RECORDS SHOWN:
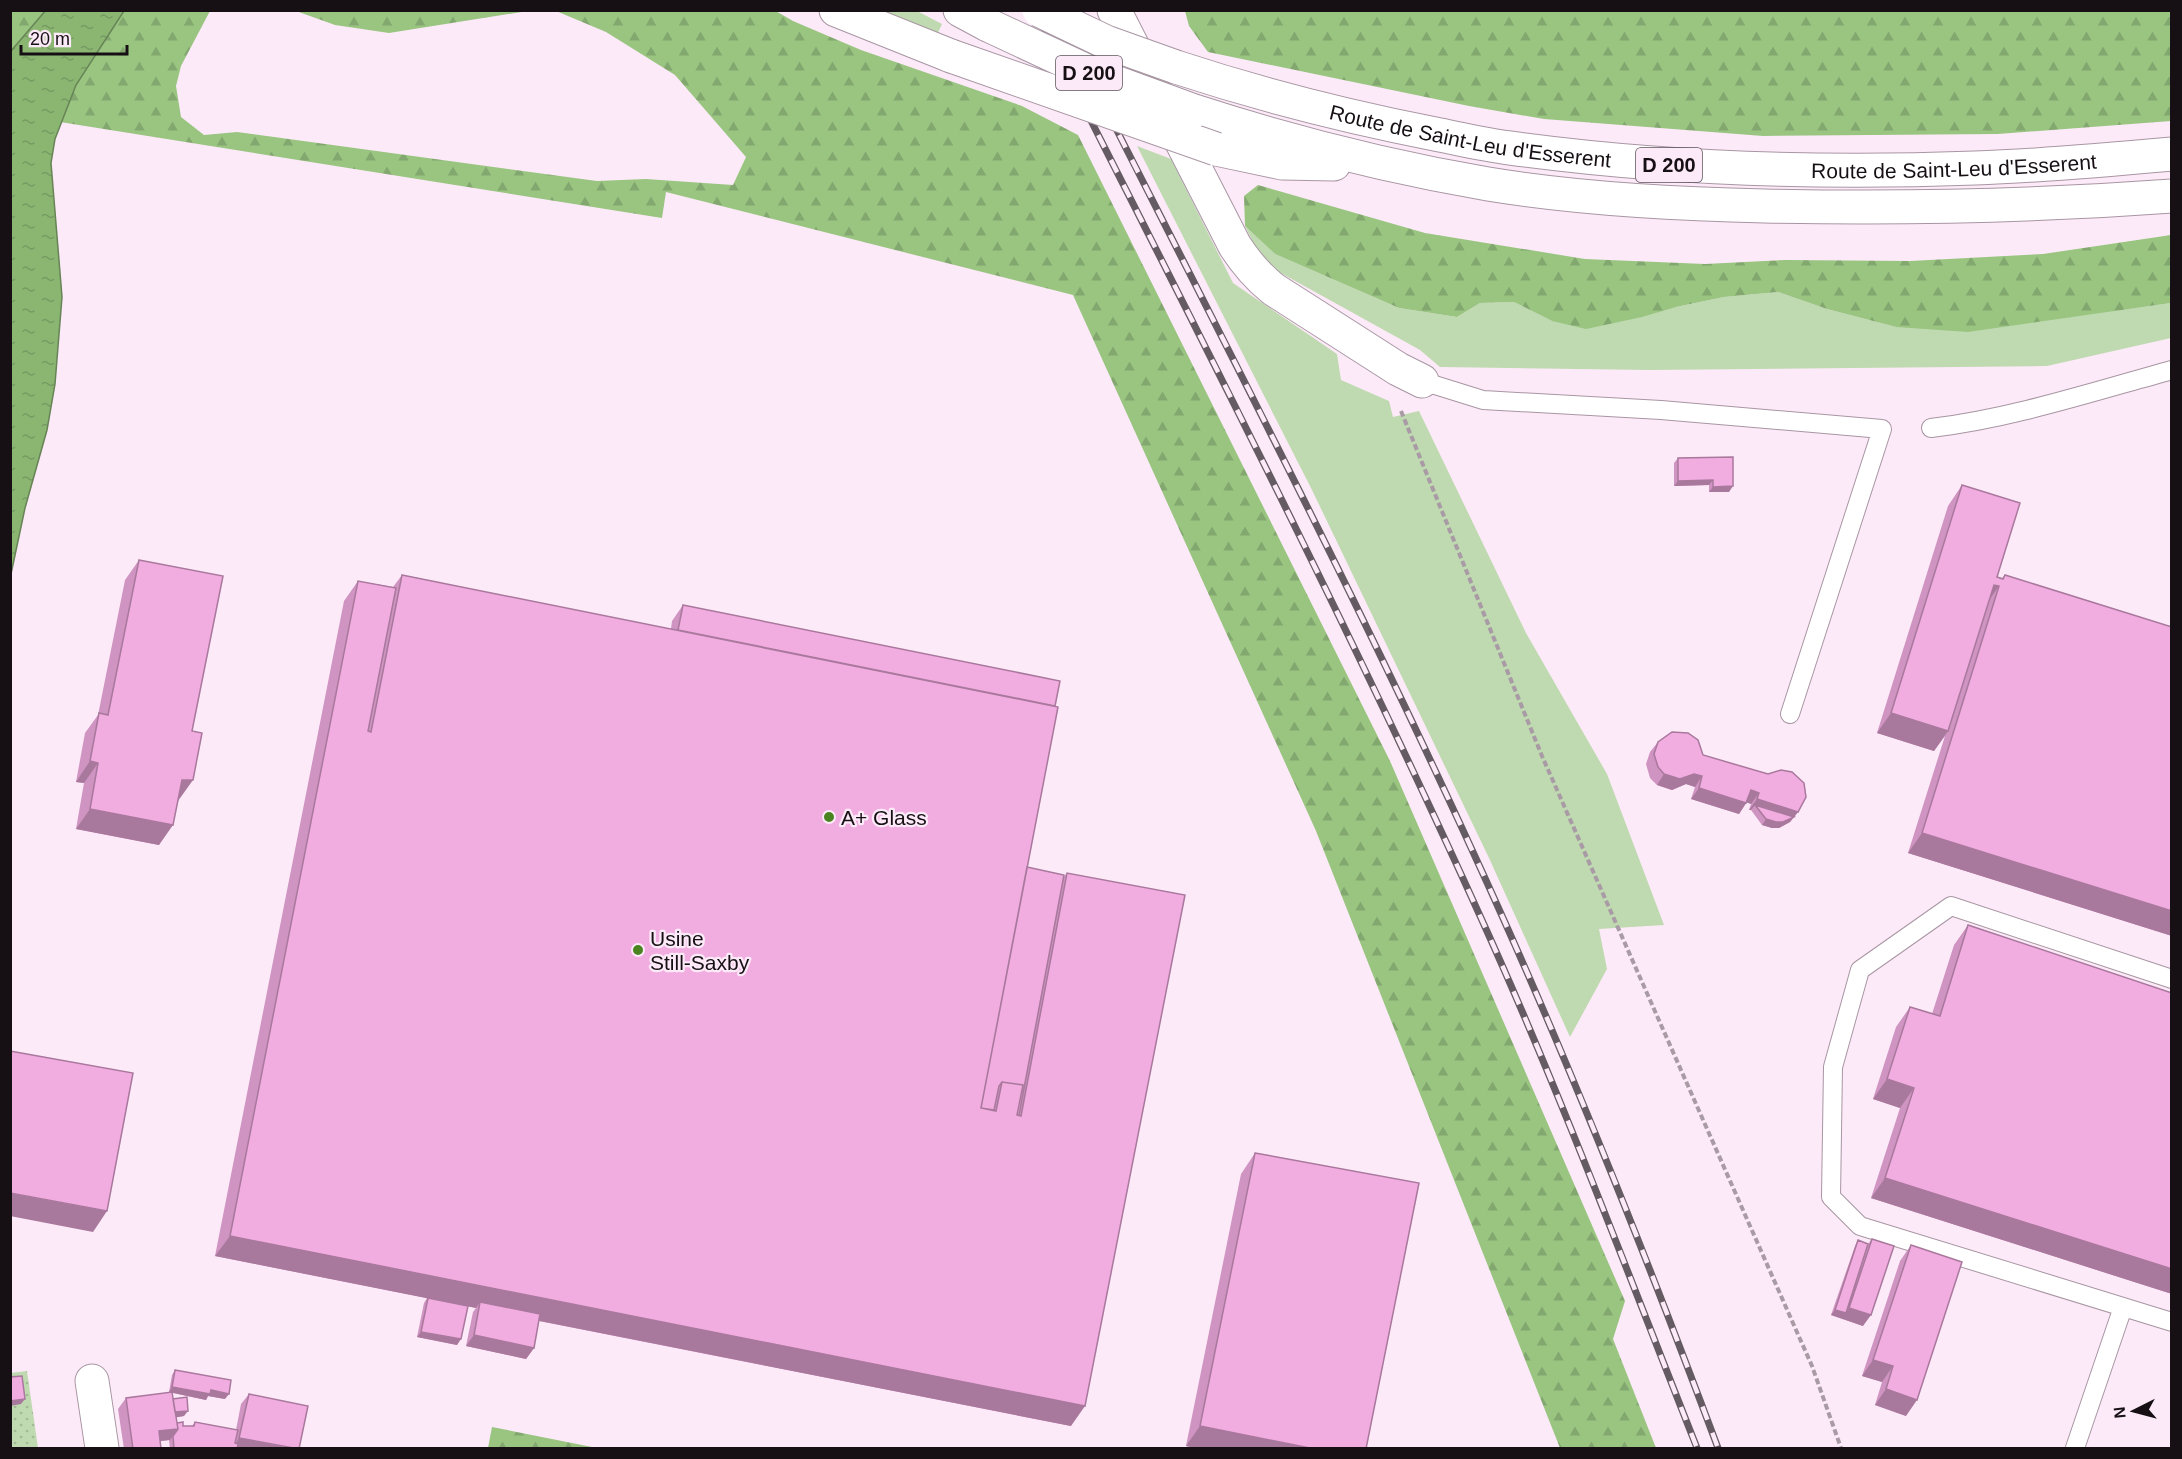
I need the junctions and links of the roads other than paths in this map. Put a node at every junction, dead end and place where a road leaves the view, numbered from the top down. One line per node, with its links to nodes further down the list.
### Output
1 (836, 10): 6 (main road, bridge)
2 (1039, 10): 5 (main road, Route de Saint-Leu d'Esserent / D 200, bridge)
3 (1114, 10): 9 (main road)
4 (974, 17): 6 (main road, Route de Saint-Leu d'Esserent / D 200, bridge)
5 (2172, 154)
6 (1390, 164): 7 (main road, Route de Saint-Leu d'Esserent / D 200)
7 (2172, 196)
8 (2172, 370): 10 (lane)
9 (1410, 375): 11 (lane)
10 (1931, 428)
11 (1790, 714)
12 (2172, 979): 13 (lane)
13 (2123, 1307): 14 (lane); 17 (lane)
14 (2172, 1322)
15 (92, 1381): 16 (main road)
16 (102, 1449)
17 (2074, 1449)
...
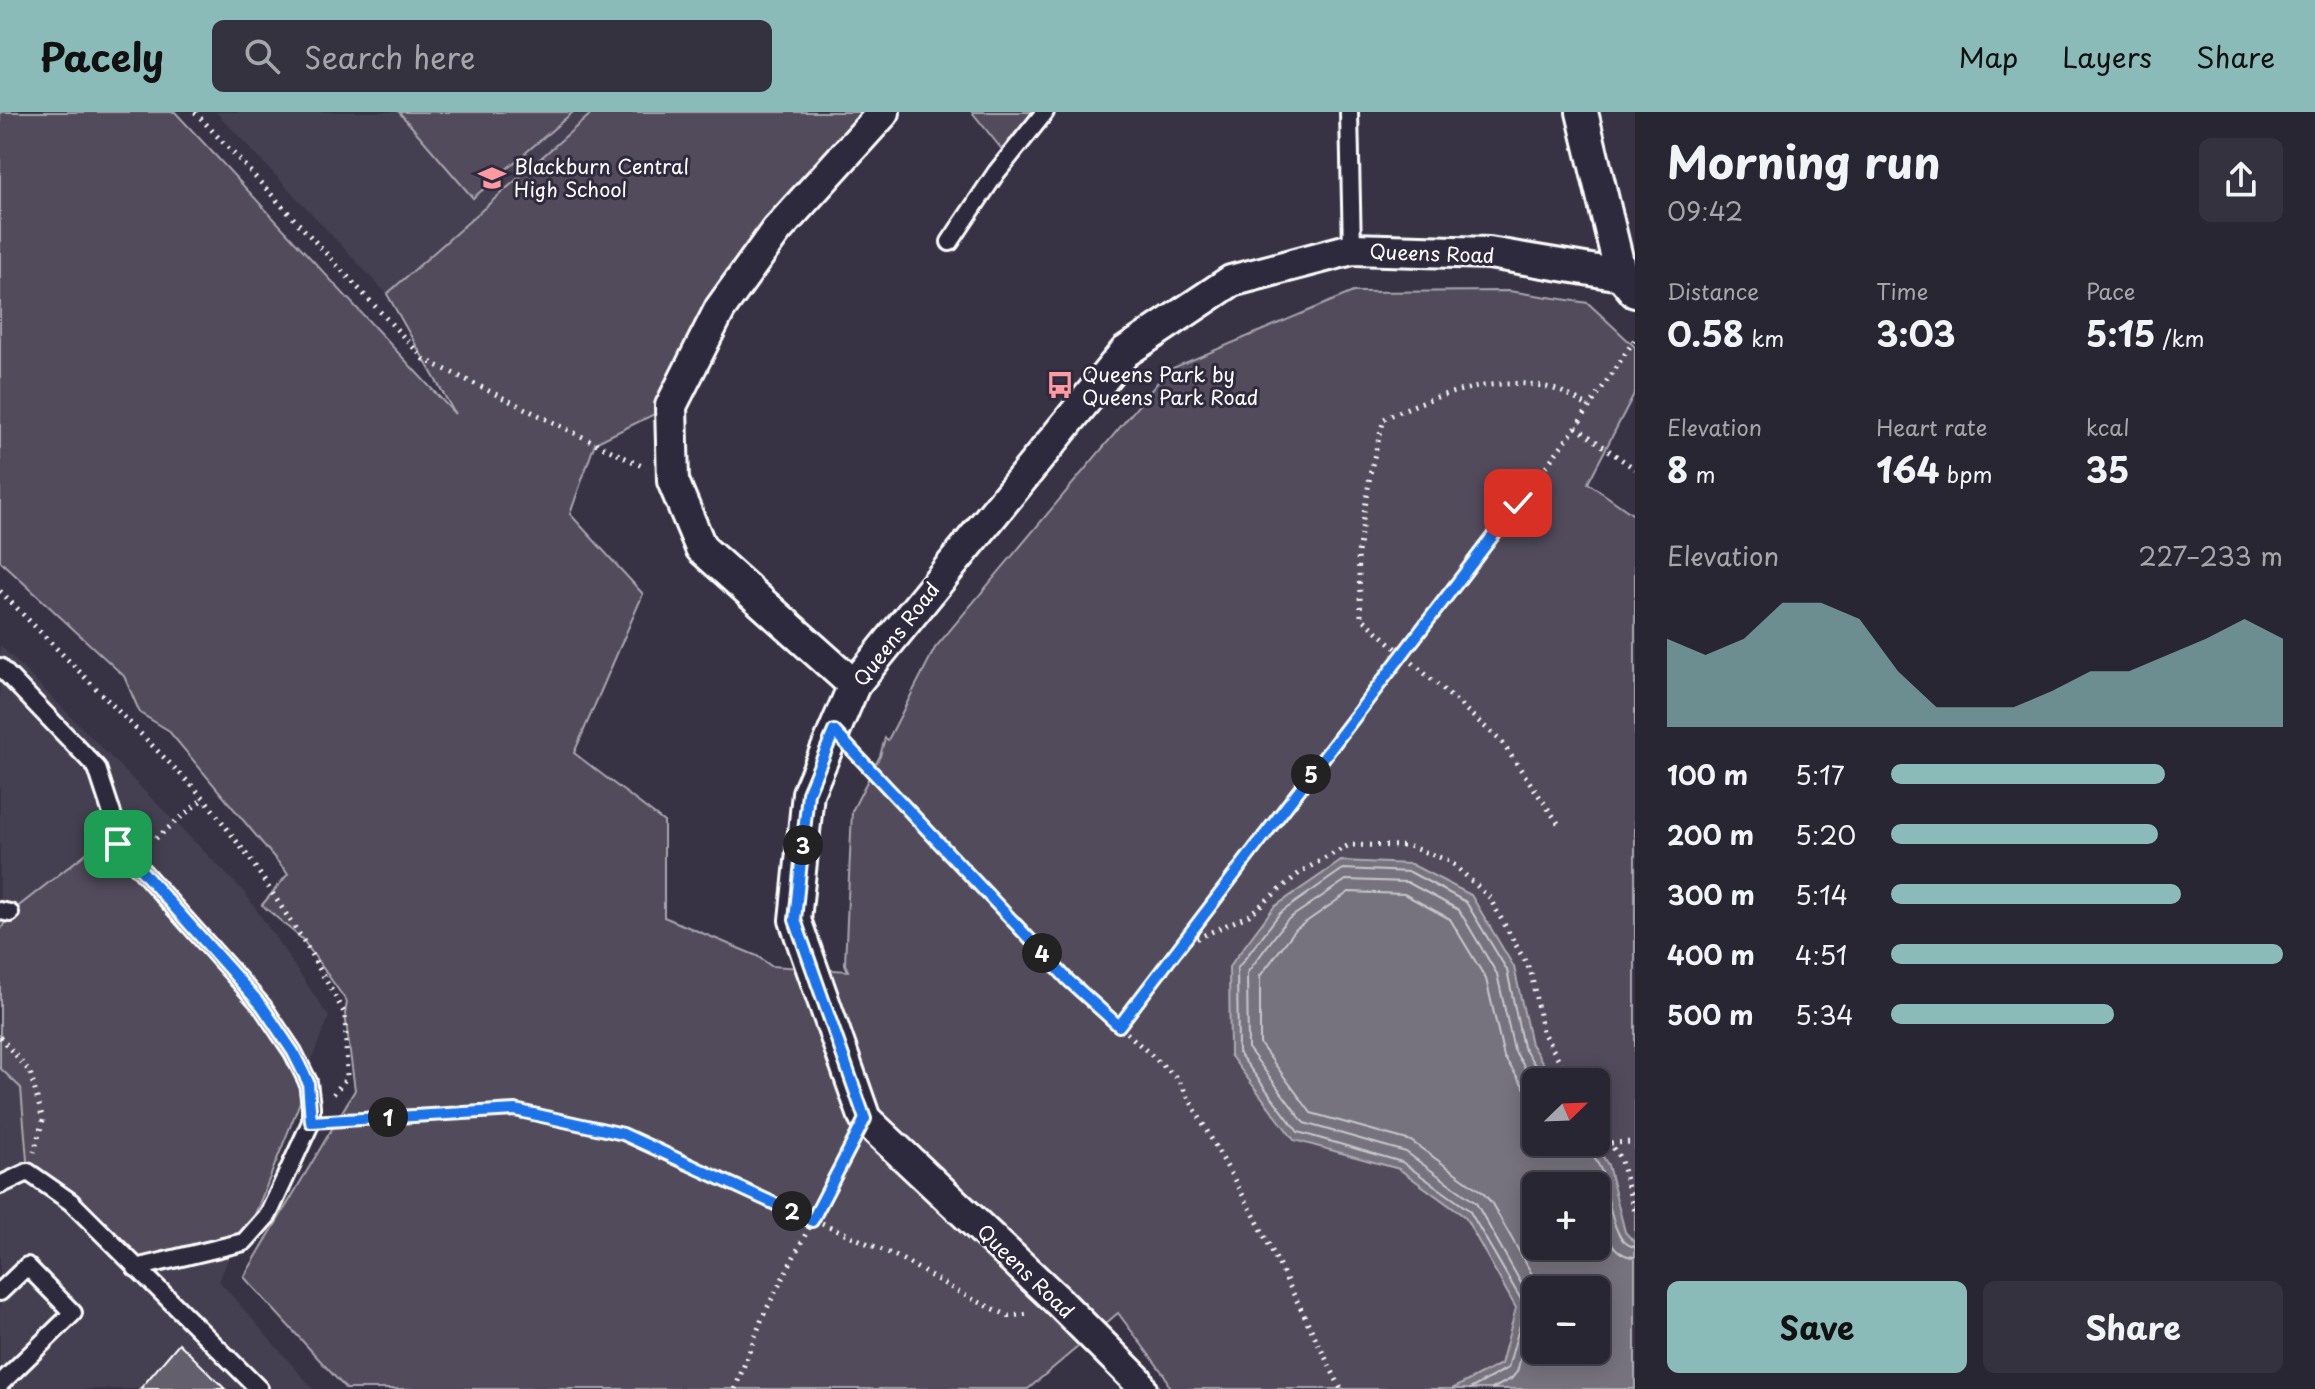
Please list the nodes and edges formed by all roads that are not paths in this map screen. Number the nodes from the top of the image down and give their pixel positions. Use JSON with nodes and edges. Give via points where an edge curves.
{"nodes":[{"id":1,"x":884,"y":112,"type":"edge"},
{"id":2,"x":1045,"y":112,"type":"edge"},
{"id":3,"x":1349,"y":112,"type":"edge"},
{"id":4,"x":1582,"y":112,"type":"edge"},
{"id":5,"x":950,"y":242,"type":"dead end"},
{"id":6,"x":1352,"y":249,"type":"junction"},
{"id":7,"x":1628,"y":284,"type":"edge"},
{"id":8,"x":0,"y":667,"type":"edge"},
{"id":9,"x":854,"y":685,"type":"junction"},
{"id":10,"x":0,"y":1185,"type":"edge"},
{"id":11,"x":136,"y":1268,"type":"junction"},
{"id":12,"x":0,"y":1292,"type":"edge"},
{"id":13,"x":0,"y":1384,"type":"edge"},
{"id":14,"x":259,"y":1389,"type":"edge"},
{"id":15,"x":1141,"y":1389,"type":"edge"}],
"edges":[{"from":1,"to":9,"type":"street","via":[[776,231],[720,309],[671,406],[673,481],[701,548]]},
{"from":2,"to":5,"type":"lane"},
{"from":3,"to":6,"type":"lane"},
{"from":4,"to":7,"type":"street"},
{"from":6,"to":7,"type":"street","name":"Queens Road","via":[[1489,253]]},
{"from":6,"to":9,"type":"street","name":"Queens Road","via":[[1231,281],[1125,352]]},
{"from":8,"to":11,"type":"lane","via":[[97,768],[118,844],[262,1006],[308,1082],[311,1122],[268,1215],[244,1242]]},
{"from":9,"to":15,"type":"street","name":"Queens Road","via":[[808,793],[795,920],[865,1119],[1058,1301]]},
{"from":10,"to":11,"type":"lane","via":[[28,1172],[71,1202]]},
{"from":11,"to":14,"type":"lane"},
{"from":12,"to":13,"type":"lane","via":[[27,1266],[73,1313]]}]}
---
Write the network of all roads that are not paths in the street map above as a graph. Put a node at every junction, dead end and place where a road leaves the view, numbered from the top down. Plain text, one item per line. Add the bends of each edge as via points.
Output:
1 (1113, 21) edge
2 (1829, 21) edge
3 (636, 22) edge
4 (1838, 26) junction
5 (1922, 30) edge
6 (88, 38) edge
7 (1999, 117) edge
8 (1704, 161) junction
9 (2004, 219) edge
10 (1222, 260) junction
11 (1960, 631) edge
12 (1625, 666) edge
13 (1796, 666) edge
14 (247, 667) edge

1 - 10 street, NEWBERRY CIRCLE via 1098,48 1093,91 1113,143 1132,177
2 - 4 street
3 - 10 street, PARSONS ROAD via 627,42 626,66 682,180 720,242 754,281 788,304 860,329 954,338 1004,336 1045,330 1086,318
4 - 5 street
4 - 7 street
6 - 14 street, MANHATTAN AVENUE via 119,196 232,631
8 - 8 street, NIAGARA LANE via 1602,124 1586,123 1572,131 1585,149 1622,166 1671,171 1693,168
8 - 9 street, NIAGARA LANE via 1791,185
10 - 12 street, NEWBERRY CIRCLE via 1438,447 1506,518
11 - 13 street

HOW TO COMPLETE THIS TASK: From the entries above, copy every line where the word "numbered" shows up.

RESULT OF THE EXERCISE:
I need the junctions and links of the roads other than paths in this map. Put a node at every junction, dead end and place where a road leaves the view, numbered from the top down. One line per node, with its links to nodes further down the list.
Write the network of all roads that are not paths in the street map above as a graph. Put a node at every junction, dead end and place where a road leaves the view, numbered from the top down. Plain text, one item per line. Add the bends of each edge as via points.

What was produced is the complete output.